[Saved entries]
________________

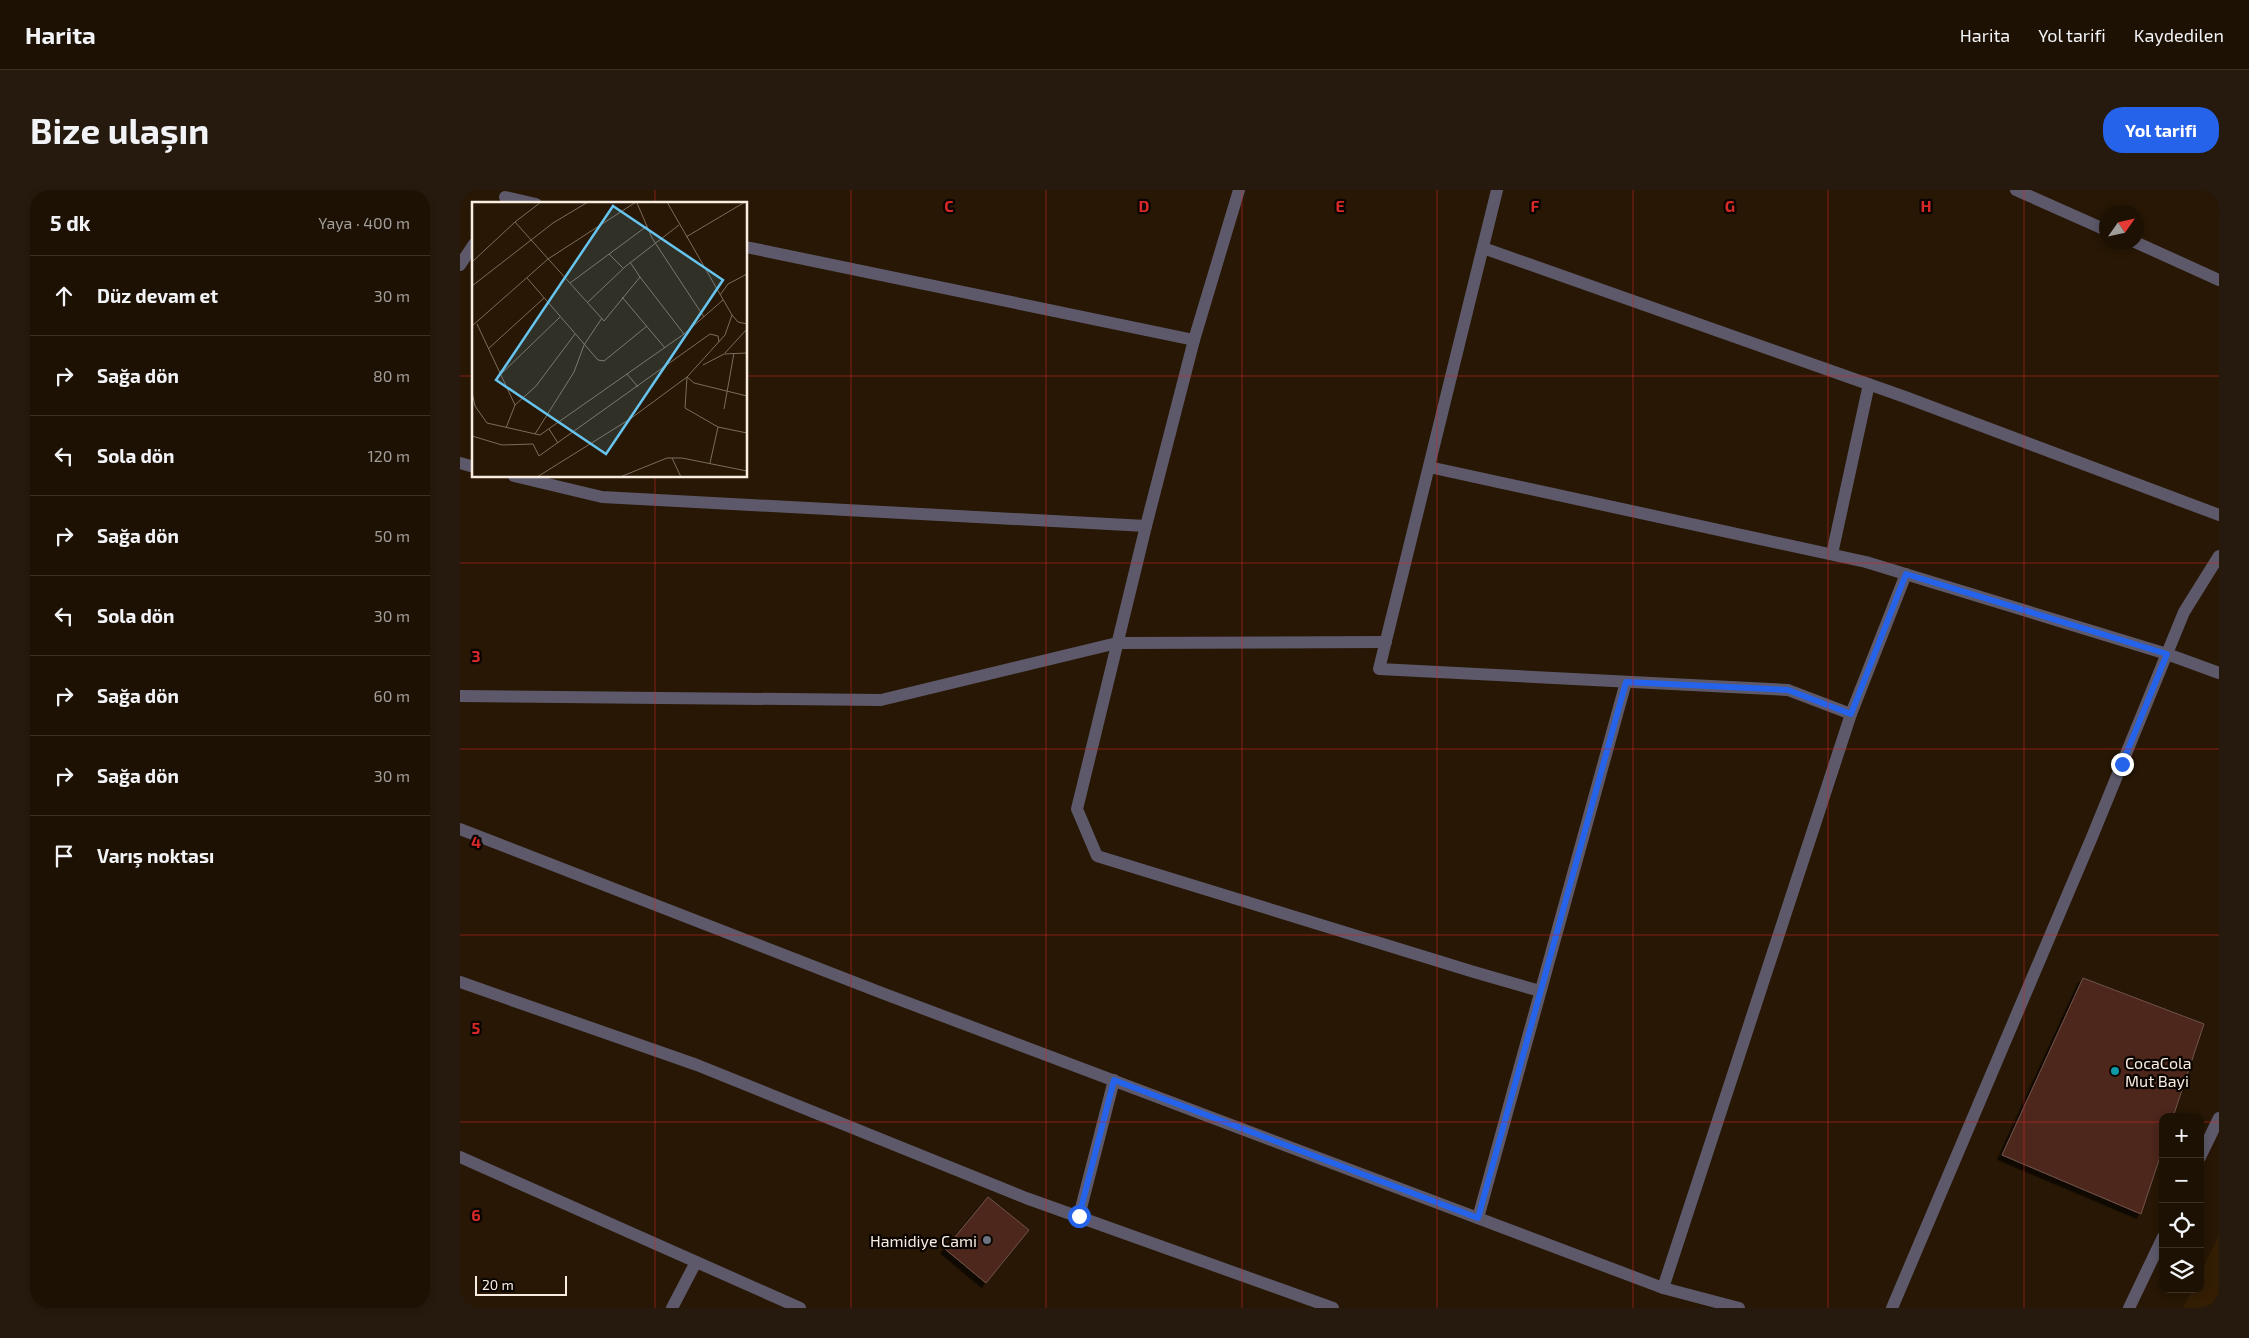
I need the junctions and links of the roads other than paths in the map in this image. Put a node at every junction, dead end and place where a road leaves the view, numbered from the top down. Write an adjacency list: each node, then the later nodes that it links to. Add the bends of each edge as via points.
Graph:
1 (1239, 190): 13 (street)
2 (1497, 190): 10 (street)
3 (2016, 190): 6 (street)
4 (505, 197): 5 (street)
5 (527, 202)
6 (2099, 227)
7 (2144, 246): 12 (street)
8 (472, 247): 11 (street)
9 (748, 247): 13 (street)
10 (1483, 248): 14 (street); 15 (street)
11 (460, 265)
12 (2219, 280)
13 (1194, 340): 18 (street)
14 (1869, 384): 17 (street); 19 (street)
15 (1429, 467): 19 (street); 22 (street)
16 (522, 478): 18 (street, via 602,497)
17 (2219, 515)
18 (1146, 526): 23 (street)
19 (1832, 554): 21 (street)
20 (2219, 556): 24 (street, via 2184,612)
21 (1906, 574): 24 (street); 28 (street)
22 (1386, 642): 23 (street); 26 (street, via 1379,669)
23 (1117, 643): 27 (street, via 881,700); 31 (street, via 1077,809 1096,856)
24 (2167, 654): 25 (street); 45 (street)
25 (2219, 673)
26 (1626, 682): 28 (street, via 1788,690); 31 (street)
27 (460, 696)
28 (1851, 714): 40 (street)
29 (460, 829): 32 (street)
30 (460, 982): 36 (street, via 697,1066 1026,1198)
31 (1540, 991): 37 (street)
32 (1114, 1080): 36 (street); 37 (street)
33 (2219, 1118): 34 (street)
34 (2204, 1150)
35 (460, 1157): 39 (street)
36 (1079, 1216): 43 (street)
37 (1478, 1218): 40 (street)
38 (2159, 1245): 46 (street)
39 (696, 1262): 41 (street); 42 (street)
40 (1663, 1288): 44 (street)
41 (672, 1308)
42 (800, 1308)
43 (1333, 1308)
44 (1739, 1308)
45 (1892, 1308)
46 (2129, 1308)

________________

=== TO DO ===
Your answer is an exact copy of the records above, stripped of pictures.

=== ANSWER BOX ===
I need the junctions and links of the roads other than paths in the map in this image. Put a node at every junction, dead end and place where a road leaves the view, numbered from the top down. Write an adjacency list: each node, then the later nodes that it links to. Add the bends of each edge as via points.
Graph:
1 (1239, 190): 13 (street)
2 (1497, 190): 10 (street)
3 (2016, 190): 6 (street)
4 (505, 197): 5 (street)
5 (527, 202)
6 (2099, 227)
7 (2144, 246): 12 (street)
8 (472, 247): 11 (street)
9 (748, 247): 13 (street)
10 (1483, 248): 14 (street); 15 (street)
11 (460, 265)
12 (2219, 280)
13 (1194, 340): 18 (street)
14 (1869, 384): 17 (street); 19 (street)
15 (1429, 467): 19 (street); 22 (street)
16 (522, 478): 18 (street, via 602,497)
17 (2219, 515)
18 (1146, 526): 23 (street)
19 (1832, 554): 21 (street)
20 (2219, 556): 24 (street, via 2184,612)
21 (1906, 574): 24 (street); 28 (street)
22 (1386, 642): 23 (street); 26 (street, via 1379,669)
23 (1117, 643): 27 (street, via 881,700); 31 (street, via 1077,809 1096,856)
24 (2167, 654): 25 (street); 45 (street)
25 (2219, 673)
26 (1626, 682): 28 (street, via 1788,690); 31 (street)
27 (460, 696)
28 (1851, 714): 40 (street)
29 (460, 829): 32 (street)
30 (460, 982): 36 (street, via 697,1066 1026,1198)
31 (1540, 991): 37 (street)
32 (1114, 1080): 36 (street); 37 (street)
33 (2219, 1118): 34 (street)
34 (2204, 1150)
35 (460, 1157): 39 (street)
36 (1079, 1216): 43 (street)
37 (1478, 1218): 40 (street)
38 (2159, 1245): 46 (street)
39 (696, 1262): 41 (street); 42 (street)
40 (1663, 1288): 44 (street)
41 (672, 1308)
42 (800, 1308)
43 (1333, 1308)
44 (1739, 1308)
45 (1892, 1308)
46 (2129, 1308)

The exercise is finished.